Assigned task:
Return all lines below containing the word "Бошковића".

+ + + + +

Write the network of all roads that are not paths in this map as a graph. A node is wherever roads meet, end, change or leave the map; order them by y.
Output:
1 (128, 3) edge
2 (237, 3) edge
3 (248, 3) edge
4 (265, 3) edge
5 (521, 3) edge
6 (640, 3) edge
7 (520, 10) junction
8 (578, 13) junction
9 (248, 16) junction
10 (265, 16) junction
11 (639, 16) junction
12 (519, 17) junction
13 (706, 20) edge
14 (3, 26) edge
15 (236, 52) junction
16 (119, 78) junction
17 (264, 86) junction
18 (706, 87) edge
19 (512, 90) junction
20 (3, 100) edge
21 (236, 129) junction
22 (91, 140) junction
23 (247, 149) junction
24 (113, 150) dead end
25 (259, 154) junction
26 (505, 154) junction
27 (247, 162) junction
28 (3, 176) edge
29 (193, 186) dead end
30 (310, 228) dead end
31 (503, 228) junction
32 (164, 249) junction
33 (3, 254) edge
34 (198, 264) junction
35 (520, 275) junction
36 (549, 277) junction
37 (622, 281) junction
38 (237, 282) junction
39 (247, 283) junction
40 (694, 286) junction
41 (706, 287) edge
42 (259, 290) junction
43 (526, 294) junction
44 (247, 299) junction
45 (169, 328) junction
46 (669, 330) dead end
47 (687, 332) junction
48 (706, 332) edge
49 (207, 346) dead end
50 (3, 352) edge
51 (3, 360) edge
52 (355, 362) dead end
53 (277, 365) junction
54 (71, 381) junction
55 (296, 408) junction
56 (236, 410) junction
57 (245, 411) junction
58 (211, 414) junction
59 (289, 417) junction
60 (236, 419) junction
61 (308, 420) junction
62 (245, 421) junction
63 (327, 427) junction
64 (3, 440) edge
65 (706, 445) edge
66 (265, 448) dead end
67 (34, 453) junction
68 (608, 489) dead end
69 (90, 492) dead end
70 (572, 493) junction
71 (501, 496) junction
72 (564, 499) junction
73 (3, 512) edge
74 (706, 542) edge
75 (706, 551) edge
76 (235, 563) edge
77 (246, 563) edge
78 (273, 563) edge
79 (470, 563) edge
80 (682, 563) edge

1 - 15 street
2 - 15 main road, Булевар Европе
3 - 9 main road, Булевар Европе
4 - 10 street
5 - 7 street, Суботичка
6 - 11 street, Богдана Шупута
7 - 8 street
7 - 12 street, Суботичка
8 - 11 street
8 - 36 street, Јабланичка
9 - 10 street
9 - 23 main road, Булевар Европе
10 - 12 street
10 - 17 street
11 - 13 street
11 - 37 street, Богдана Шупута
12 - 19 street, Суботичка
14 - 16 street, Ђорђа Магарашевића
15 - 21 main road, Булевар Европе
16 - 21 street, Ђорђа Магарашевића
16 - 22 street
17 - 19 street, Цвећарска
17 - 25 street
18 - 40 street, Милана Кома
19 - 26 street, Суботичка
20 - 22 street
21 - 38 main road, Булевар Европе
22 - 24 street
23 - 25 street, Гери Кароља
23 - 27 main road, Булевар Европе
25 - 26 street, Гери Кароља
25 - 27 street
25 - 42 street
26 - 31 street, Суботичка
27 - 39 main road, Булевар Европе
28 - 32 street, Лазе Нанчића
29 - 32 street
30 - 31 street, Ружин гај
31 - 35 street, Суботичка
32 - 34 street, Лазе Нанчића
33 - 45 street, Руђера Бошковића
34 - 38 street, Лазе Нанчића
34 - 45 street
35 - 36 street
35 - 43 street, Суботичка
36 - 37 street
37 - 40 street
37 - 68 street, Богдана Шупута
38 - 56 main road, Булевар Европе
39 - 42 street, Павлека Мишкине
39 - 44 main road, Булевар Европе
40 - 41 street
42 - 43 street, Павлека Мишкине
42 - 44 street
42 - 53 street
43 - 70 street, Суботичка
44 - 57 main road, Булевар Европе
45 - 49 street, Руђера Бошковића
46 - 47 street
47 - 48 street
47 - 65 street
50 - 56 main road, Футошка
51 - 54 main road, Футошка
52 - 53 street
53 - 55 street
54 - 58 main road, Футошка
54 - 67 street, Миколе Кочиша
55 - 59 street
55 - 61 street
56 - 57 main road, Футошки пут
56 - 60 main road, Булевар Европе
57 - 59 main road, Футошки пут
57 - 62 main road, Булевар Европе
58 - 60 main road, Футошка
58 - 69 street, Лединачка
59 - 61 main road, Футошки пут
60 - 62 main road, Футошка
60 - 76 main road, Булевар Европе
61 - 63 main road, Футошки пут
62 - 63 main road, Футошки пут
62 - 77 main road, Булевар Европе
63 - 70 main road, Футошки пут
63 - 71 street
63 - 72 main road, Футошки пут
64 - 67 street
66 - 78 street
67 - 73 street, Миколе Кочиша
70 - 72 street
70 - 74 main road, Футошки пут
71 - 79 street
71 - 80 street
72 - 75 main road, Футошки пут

+ + + + +

Solution:
33 - 45 street, Руђера Бошковића
45 - 49 street, Руђера Бошковића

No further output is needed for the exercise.